If you haven't done so, please open a new Phabricator task using the
Machine-Learning-Team label. Please also add the following information:
- What use case is the model going to support/resolve?
- Do you have a model card? If you don't know what it is, please check https://meta.wikimedia.org/wiki/Machine_learning_models.
- What team created/trained/etc.. the model? What tools and frameworks have you used?
- What kind of data was the model trained with, and what kind of data the model is going to need in production (for example, calls to internal/external services, special datasources for features, etc..) ?
- If you have a minimal codebase that you used to run the first tests with the model, could you please share it?
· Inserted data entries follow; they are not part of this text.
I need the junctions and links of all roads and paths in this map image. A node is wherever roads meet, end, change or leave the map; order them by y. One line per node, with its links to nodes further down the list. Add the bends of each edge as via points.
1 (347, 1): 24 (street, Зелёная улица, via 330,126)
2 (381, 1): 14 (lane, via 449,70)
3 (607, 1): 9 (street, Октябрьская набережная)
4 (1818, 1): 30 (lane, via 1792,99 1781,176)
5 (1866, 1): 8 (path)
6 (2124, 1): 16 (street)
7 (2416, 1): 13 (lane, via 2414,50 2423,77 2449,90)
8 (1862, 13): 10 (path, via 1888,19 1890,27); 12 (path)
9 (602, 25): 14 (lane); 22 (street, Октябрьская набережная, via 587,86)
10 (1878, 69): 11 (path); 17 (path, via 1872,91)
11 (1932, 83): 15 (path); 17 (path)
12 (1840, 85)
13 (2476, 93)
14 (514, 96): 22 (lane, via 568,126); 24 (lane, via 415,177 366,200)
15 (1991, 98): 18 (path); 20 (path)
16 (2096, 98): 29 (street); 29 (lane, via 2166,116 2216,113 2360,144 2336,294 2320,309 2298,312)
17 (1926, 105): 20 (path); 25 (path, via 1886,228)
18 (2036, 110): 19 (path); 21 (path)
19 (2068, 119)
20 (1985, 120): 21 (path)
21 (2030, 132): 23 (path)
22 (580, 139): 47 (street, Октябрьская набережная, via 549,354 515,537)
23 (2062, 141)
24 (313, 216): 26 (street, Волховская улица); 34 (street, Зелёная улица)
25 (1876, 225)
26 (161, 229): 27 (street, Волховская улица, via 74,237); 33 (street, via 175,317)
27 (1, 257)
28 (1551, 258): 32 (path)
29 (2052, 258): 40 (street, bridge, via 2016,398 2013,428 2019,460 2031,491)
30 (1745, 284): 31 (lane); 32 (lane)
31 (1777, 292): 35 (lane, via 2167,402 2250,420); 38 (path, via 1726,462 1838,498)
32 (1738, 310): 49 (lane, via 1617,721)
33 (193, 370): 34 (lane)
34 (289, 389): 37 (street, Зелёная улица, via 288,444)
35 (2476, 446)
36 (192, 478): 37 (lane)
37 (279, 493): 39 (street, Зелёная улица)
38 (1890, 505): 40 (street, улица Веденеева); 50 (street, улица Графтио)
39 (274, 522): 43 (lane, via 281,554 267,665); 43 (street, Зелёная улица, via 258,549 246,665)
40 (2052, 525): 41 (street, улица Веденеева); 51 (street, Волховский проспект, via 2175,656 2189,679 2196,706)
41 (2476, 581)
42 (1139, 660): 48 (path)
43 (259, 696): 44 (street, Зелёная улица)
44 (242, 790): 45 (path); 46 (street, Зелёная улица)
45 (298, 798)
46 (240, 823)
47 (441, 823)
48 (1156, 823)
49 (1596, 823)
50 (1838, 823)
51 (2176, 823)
- State what team will own the model and please share some main point of contacts (see more info in Ownership of a model).
- What is the current latency and throughput of the model, if you have tested it? We don't need anything precise at this stage, just some ballparks numbers to figure out how the model performs with the expected inputs. For example, does the model take ms/seconds/etc.. to respond to queries? How does it react when 1/10/20/etc.. requests in parallel are made? If you don't have these numbers don't worry, open the task and we'll figure something out while we discuss about next steps!
- Is there an expected frequency in which the model will have to be retrained with new data? What are the resources required to train the model and what was the dataset size?
- Have you checked if the output of your model is safe from a human rights point of view? Is there any risk of it being offensive for somebody? Even if you have any slight worry or corner case, please tell us!
- Everything else that is relevant in your opinion :)
While the Machine Learning team processes your request, you can definitely start browsing the following pages to get more info about how we write code for Lift Wing:
- KServe Guide: Machine Learning/LiftWing/KServe
- Production Image Development Guide: Machine Learning/LiftWing/Inference Services/Production Image Development
After reading the above tutorials you should be able to create a Docker image with a basic KServe model server and test it locally. We realize that it may be overwhelming at first, so if you have any difficulties or doubts please ask us in the aforementioned task and we'll assist you!
The idea of our team is to be involved as soon as possible in the development of the model to direct you and your team to the easiest and best path to production, without incurring in misunderstandings and surprises later on (when a lot of work is already done for example).
Ownership of a model
- The Machine Learning team will guide you to the development and deployment of your model on our Kubernetes infrastructure, and we'll take care of basic monitoring and scalability maintenance tasks for you. What we ask is to state a clear ownership of the model, so that we'll be able to ping you in case we need (unexpected problems, etc..).
- The Machine Learning team will not own models but will only help teams to deploy them in a reliable Kubernetes infrastructure. The idea is to ease the task of putting a model in production for various teams, but we will not be able to also support/maintain models for resource constraints reasons (we'd need a team of 10+ people otherwise :)).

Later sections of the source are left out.